This attention consoled Mary a little, and she managed to bear up, but a dulness had fallen over the whole party; Fraulein was still tearful, and Rice cross, so that none of the children were sorry when the wagonette arrived to take them back to Wensdale. To Mary it was the greatest possible relief; she never never wished to see Maskells again. When she found herself tightly squeezed in between Fraulein and Jackie, with friendly faces all round her, she began to feel safer, and very soon the last glimpse of the tall chimneys was lost to sight in a turn of the road.

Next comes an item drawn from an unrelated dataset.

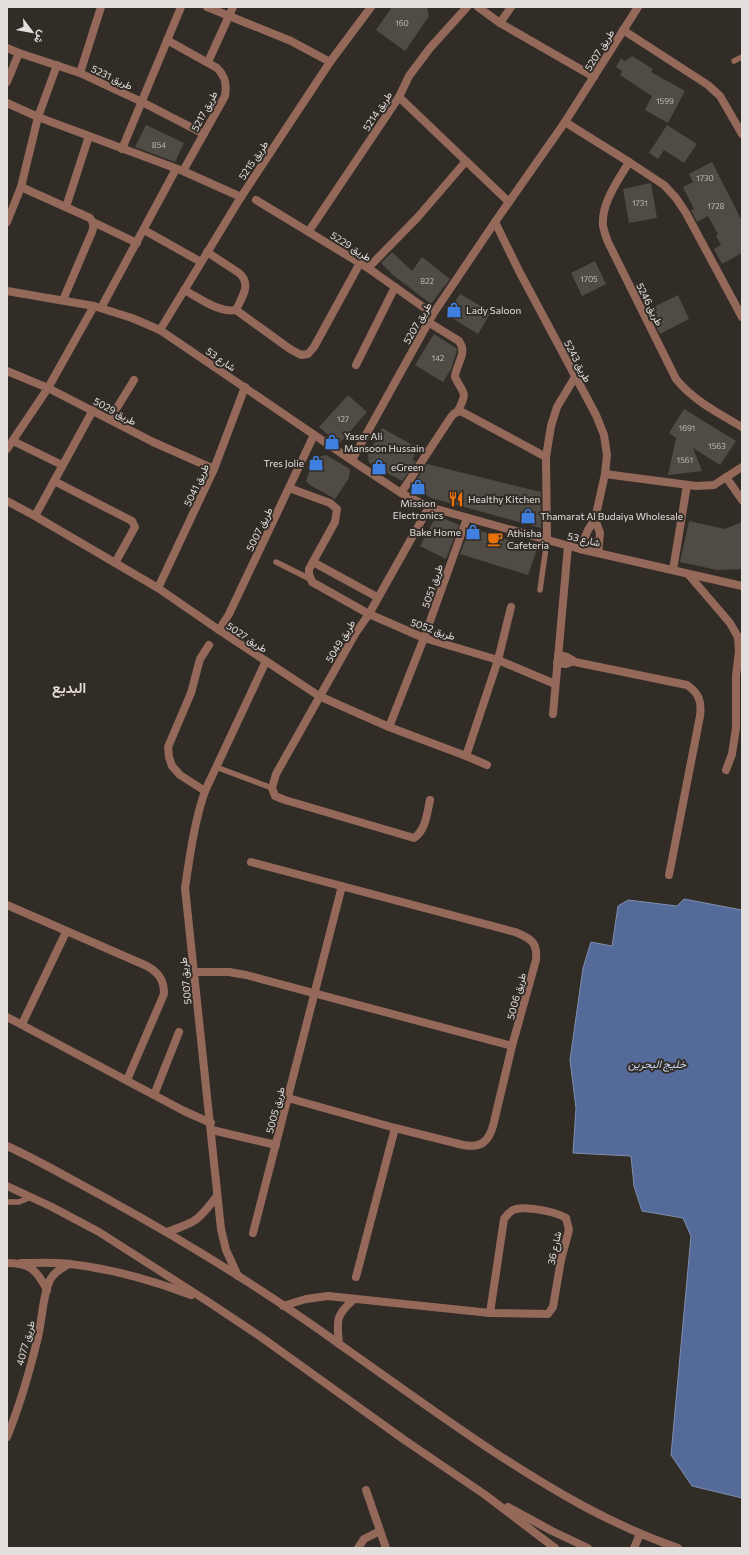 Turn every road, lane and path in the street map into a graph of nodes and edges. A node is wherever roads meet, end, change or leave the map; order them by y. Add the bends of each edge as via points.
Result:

What a comfort it was to be with them all again! At another time she would have complained that Jackie was taking up too much room, and digging his elbow into her, but all that was altered. He could not possibly be too close, her only dread was to be left alone. She was so unusually meek, and looked so white, that presently Patrick, who was sitting opposite and staring at her with large round eyes, remarked:

"I expect Mary saw the ghost, only she won't say so."

This interesting subject once started, lasted for some time, and Mary was tortured with all manner of minute questions. She managed to answer them all somehow, but with so much less spirit than usual that it was plain to see something was wrong. Jackie made up his mind to ask her afterwards, and meanwhile Fraulein interfered.

"You shall not tease any more with your questions," she said. "Mary is fatigue."

But the questions had reminded Mary of something which till now she had forgotten--Squire Chelwood's danger. She ought to warn Jackie; but if she did, the gypsies would come and take her away, perhaps that very night. She could not risk that. And yet, Jackie's father! It would be too dreadful. "Ours you'll be for ever" seemed to sound in her ear: she shuddered; no, she could not do it. Suddenly a thought struck her, and she pulled Jackie gently by the sleeve.

"Jackie," she said softly, very softly, so that Seraminta might not hear, "where does Hamlet sleep at night?"

Hamlet was a Danish boar-hound belonging to the squire.

"Hamlet," said Jackie. "Why, he sleeps just outside father's bed-room door, and sometimes in the night he walks up and down the corridor, and his tail goes flop up against the door. Once father thought it was thieves."

"I suppose Hamlet's very strong?" said Mary earnestly.

"I should just rather think he was," said Jackie. "He wouldn't make much of a robber. He'd just rear up on his hind-legs and take him by the throat--so." He launched himself forward as he spoke, and seized Patrick by the neck.

"And that would kill the robber?" asked Mary.

"Dead as a nail," replied Jackie with decision.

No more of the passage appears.